* Problem to work on *
Transcribe every entry below word for word, but skip the pictures.

START Record extracts

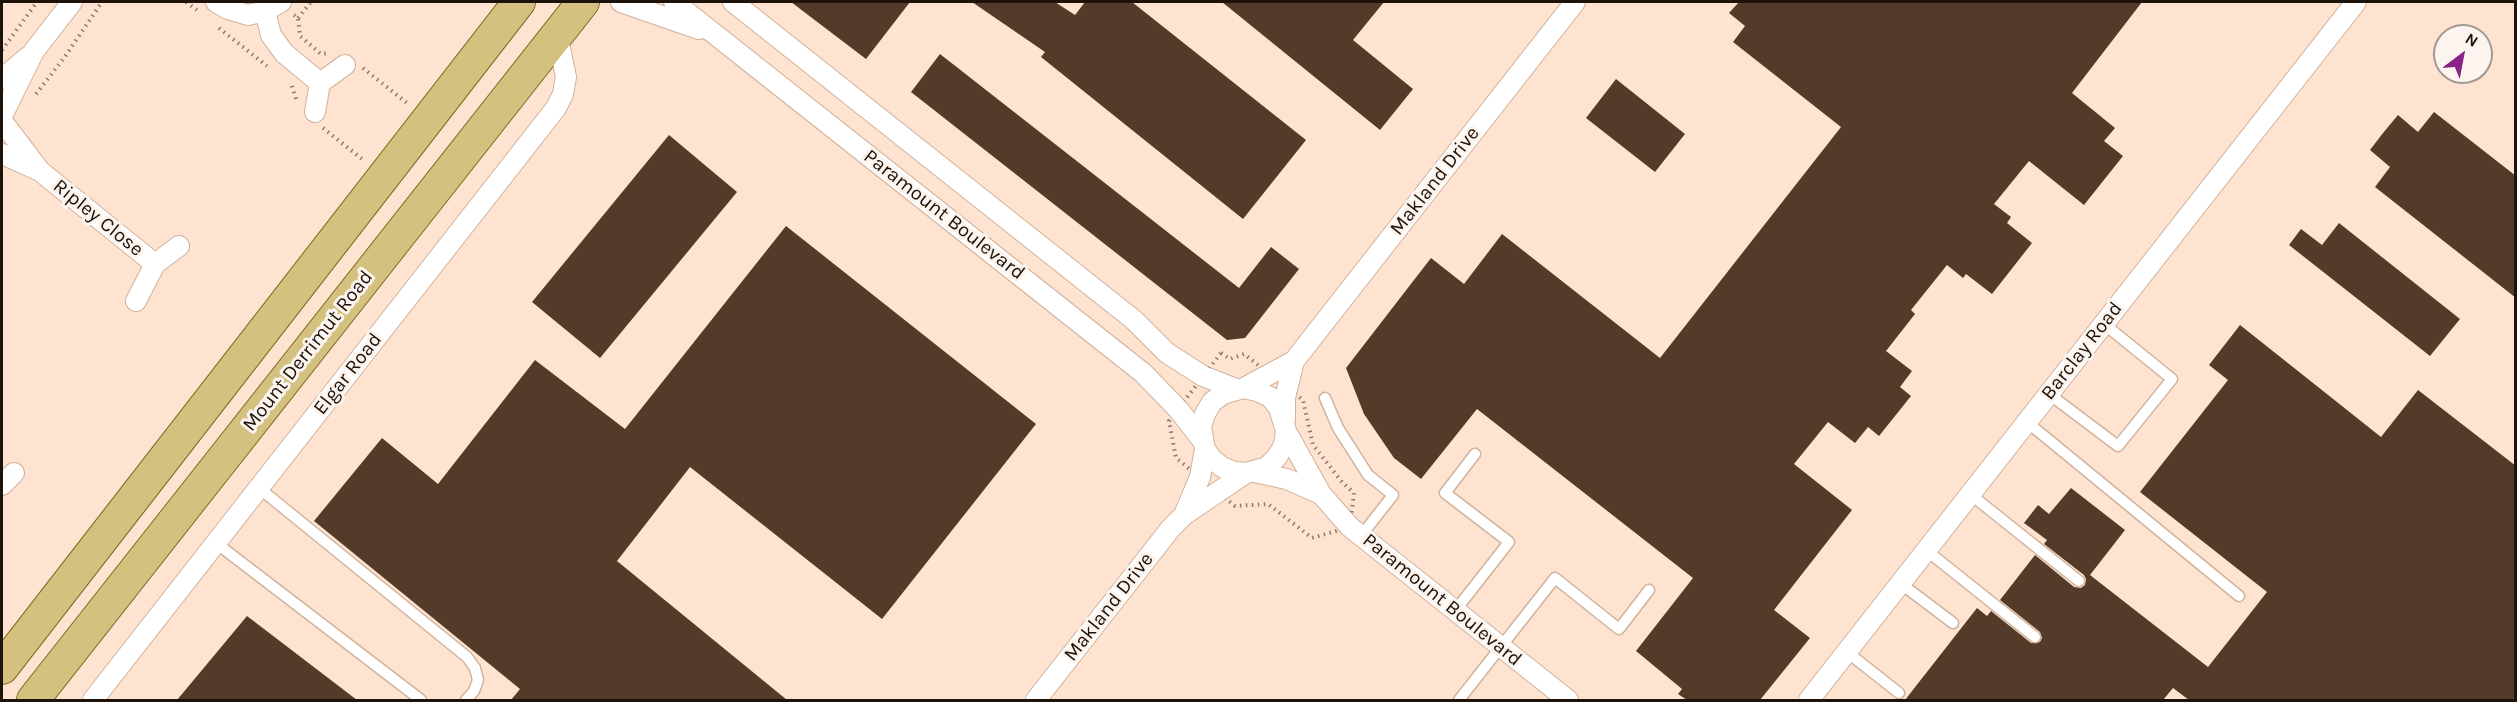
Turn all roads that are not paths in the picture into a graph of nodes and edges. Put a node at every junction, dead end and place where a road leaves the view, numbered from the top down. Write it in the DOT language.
graph roads {
  1 [pos="72,2"];
  2 [pos="519,2"];
  3 [pos="583,2"];
  4 [pos="621,2"];
  5 [pos="674,2"];
  6 [pos="733,2"];
  7 [pos="1575,2"];
  8 [pos="2356,2"];
  9 [pos="275,5"];
  10 [pos="210,9"];
  11 [pos="557,34"];
  12 [pos="716,34"];
  13 [pos="34,51"];
  14 [pos="346,61"];
  15 [pos="2,79"];
  16 [pos="320,83"];
  17 [pos="312,115"];
  18 [pos="3,121"];
  19 [pos="2,154"];
  20 [pos="40,171"];
  21 [pos="178,246"];
  22 [pos="155,264"];
  23 [pos="136,301"];
  24 [pos="2104,324"];
  25 [pos="1294,361"];
  26 [pos="1240,389"];
  27 [pos="2049,394"];
  28 [pos="1325,398"];
  29 [pos="2027,422"];
  30 [pos="1286,426"];
  31 [pos="1204,445"];
  32 [pos="1476,454"];
  33 [pos="1250,473"];
  34 [pos="259,488"];
  35 [pos="1321,494"];
  36 [pos="1970,494"];
  37 [pos="1184,515"];
  38 [pos="1361,536"];
  39 [pos="216,543"];
  40 [pos="1926,550"];
  41 [pos="2079,581"];
  42 [pos="1900,583"];
  43 [pos="1649,590"];
  44 [pos="2239,596"];
  45 [pos="1455,611"];
  46 [pos="1953,623"];
  47 [pos="2035,637"];
  48 [pos="1500,647"];
  49 [pos="1847,652"];
  50 [pos="2,668"];
  51 [pos="1899,693"];
  52 [pos="33,700"];
  53 [pos="93,700"];
  54 [pos="420,700"];
  55 [pos="466,700"];
  56 [pos="1036,700"];
  57 [pos="1459,700"];
  58 [pos="1568,700"];
  59 [pos="1809,700"];
  1 -- 13 [label="street"];
  2 -- 50 [label="main road"];
  3 -- 11 [label="main road, Mount Derrimut Road"];
  4 -- 12 [label="street"];
  5 -- 12 [label="street, Paramount Boulevard"];
  6 -- 26 [label="street, Paramount Boulevard"];
  7 -- 25 [label="street, Makland Drive"];
  8 -- 24 [label="street, Barclay Road"];
  9 -- 10 [label="street"];
  9 -- 16 [label="street"];
  11 -- 34 [label="street, Elgar Road"];
  11 -- 52 [label="main road, Mount Derrimut Road"];
  12 -- 31 [label="street, Paramount Boulevard"];
  13 -- 15 [label="street"];
  13 -- 18 [label="street"];
  14 -- 16 [label="street"];
  16 -- 17 [label="street"];
  18 -- 20 [label="street, Ripley Close"];
  19 -- 20 [label="street, Ripley Close"];
  20 -- 22 [label="street, Ripley Close"];
  21 -- 22 [label="street, Ripley Close"];
  22 -- 23 [label="street, Ripley Close"];
  24 -- 27 [label="street, Barclay Road"];
  24 -- 27 [label="lane"];
  25 -- 26 [label="street, Makland Drive"];
  25 -- 30 [label="street, Makland Drive"];
  26 -- 30 [label="street"];
  26 -- 31 [label="street"];
  27 -- 29 [label="street, Barclay Road"];
  28 -- 38 [label="lane"];
  29 -- 36 [label="street, Barclay Road"];
  29 -- 44 [label="lane"];
  30 -- 33 [label="street"];
  30 -- 35 [label="street, Paramount Boulevard"];
  31 -- 33 [label="street"];
  31 -- 37 [label="street, Makland Drive"];
  32 -- 45 [label="lane"];
  33 -- 35 [label="street, Paramount Boulevard"];
  33 -- 37 [label="street, Makland Drive"];
  34 -- 39 [label="street, Elgar Road"];
  34 -- 55 [label="lane"];
  35 -- 38 [label="street, Paramount Boulevard"];
  36 -- 40 [label="street, Barclay Road"];
  36 -- 41 [label="lane"];
  37 -- 56 [label="street, Makland Drive"];
  38 -- 45 [label="street, Paramount Boulevard"];
  39 -- 53 [label="street, Elgar Road"];
  39 -- 54 [label="lane"];
  40 -- 42 [label="street, Barclay Road"];
  40 -- 47 [label="lane"];
  42 -- 46 [label="lane"];
  42 -- 49 [label="street, Barclay Road"];
  43 -- 48 [label="lane"];
  45 -- 48 [label="street, Paramount Boulevard"];
  48 -- 57 [label="lane"];
  48 -- 58 [label="street, Paramount Boulevard"];
  49 -- 51 [label="lane"];
  49 -- 59 [label="street, Barclay Road"];
}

END Record extracts

* Answer for the task *
Turn all roads that are not paths in the picture into a graph of nodes and edges. Put a node at every junction, dead end and place where a road leaves the view, numbered from the top down. Write it in the DOT language.
graph roads {
  1 [pos="72,2"];
  2 [pos="519,2"];
  3 [pos="583,2"];
  4 [pos="621,2"];
  5 [pos="674,2"];
  6 [pos="733,2"];
  7 [pos="1575,2"];
  8 [pos="2356,2"];
  9 [pos="275,5"];
  10 [pos="210,9"];
  11 [pos="557,34"];
  12 [pos="716,34"];
  13 [pos="34,51"];
  14 [pos="346,61"];
  15 [pos="2,79"];
  16 [pos="320,83"];
  17 [pos="312,115"];
  18 [pos="3,121"];
  19 [pos="2,154"];
  20 [pos="40,171"];
  21 [pos="178,246"];
  22 [pos="155,264"];
  23 [pos="136,301"];
  24 [pos="2104,324"];
  25 [pos="1294,361"];
  26 [pos="1240,389"];
  27 [pos="2049,394"];
  28 [pos="1325,398"];
  29 [pos="2027,422"];
  30 [pos="1286,426"];
  31 [pos="1204,445"];
  32 [pos="1476,454"];
  33 [pos="1250,473"];
  34 [pos="259,488"];
  35 [pos="1321,494"];
  36 [pos="1970,494"];
  37 [pos="1184,515"];
  38 [pos="1361,536"];
  39 [pos="216,543"];
  40 [pos="1926,550"];
  41 [pos="2079,581"];
  42 [pos="1900,583"];
  43 [pos="1649,590"];
  44 [pos="2239,596"];
  45 [pos="1455,611"];
  46 [pos="1953,623"];
  47 [pos="2035,637"];
  48 [pos="1500,647"];
  49 [pos="1847,652"];
  50 [pos="2,668"];
  51 [pos="1899,693"];
  52 [pos="33,700"];
  53 [pos="93,700"];
  54 [pos="420,700"];
  55 [pos="466,700"];
  56 [pos="1036,700"];
  57 [pos="1459,700"];
  58 [pos="1568,700"];
  59 [pos="1809,700"];
  1 -- 13 [label="street"];
  2 -- 50 [label="main road"];
  3 -- 11 [label="main road, Mount Derrimut Road"];
  4 -- 12 [label="street"];
  5 -- 12 [label="street, Paramount Boulevard"];
  6 -- 26 [label="street, Paramount Boulevard"];
  7 -- 25 [label="street, Makland Drive"];
  8 -- 24 [label="street, Barclay Road"];
  9 -- 10 [label="street"];
  9 -- 16 [label="street"];
  11 -- 34 [label="street, Elgar Road"];
  11 -- 52 [label="main road, Mount Derrimut Road"];
  12 -- 31 [label="street, Paramount Boulevard"];
  13 -- 15 [label="street"];
  13 -- 18 [label="street"];
  14 -- 16 [label="street"];
  16 -- 17 [label="street"];
  18 -- 20 [label="street, Ripley Close"];
  19 -- 20 [label="street, Ripley Close"];
  20 -- 22 [label="street, Ripley Close"];
  21 -- 22 [label="street, Ripley Close"];
  22 -- 23 [label="street, Ripley Close"];
  24 -- 27 [label="street, Barclay Road"];
  24 -- 27 [label="lane"];
  25 -- 26 [label="street, Makland Drive"];
  25 -- 30 [label="street, Makland Drive"];
  26 -- 30 [label="street"];
  26 -- 31 [label="street"];
  27 -- 29 [label="street, Barclay Road"];
  28 -- 38 [label="lane"];
  29 -- 36 [label="street, Barclay Road"];
  29 -- 44 [label="lane"];
  30 -- 33 [label="street"];
  30 -- 35 [label="street, Paramount Boulevard"];
  31 -- 33 [label="street"];
  31 -- 37 [label="street, Makland Drive"];
  32 -- 45 [label="lane"];
  33 -- 35 [label="street, Paramount Boulevard"];
  33 -- 37 [label="street, Makland Drive"];
  34 -- 39 [label="street, Elgar Road"];
  34 -- 55 [label="lane"];
  35 -- 38 [label="street, Paramount Boulevard"];
  36 -- 40 [label="street, Barclay Road"];
  36 -- 41 [label="lane"];
  37 -- 56 [label="street, Makland Drive"];
  38 -- 45 [label="street, Paramount Boulevard"];
  39 -- 53 [label="street, Elgar Road"];
  39 -- 54 [label="lane"];
  40 -- 42 [label="street, Barclay Road"];
  40 -- 47 [label="lane"];
  42 -- 46 [label="lane"];
  42 -- 49 [label="street, Barclay Road"];
  43 -- 48 [label="lane"];
  45 -- 48 [label="street, Paramount Boulevard"];
  48 -- 57 [label="lane"];
  48 -- 58 [label="street, Paramount Boulevard"];
  49 -- 51 [label="lane"];
  49 -- 59 [label="street, Barclay Road"];
}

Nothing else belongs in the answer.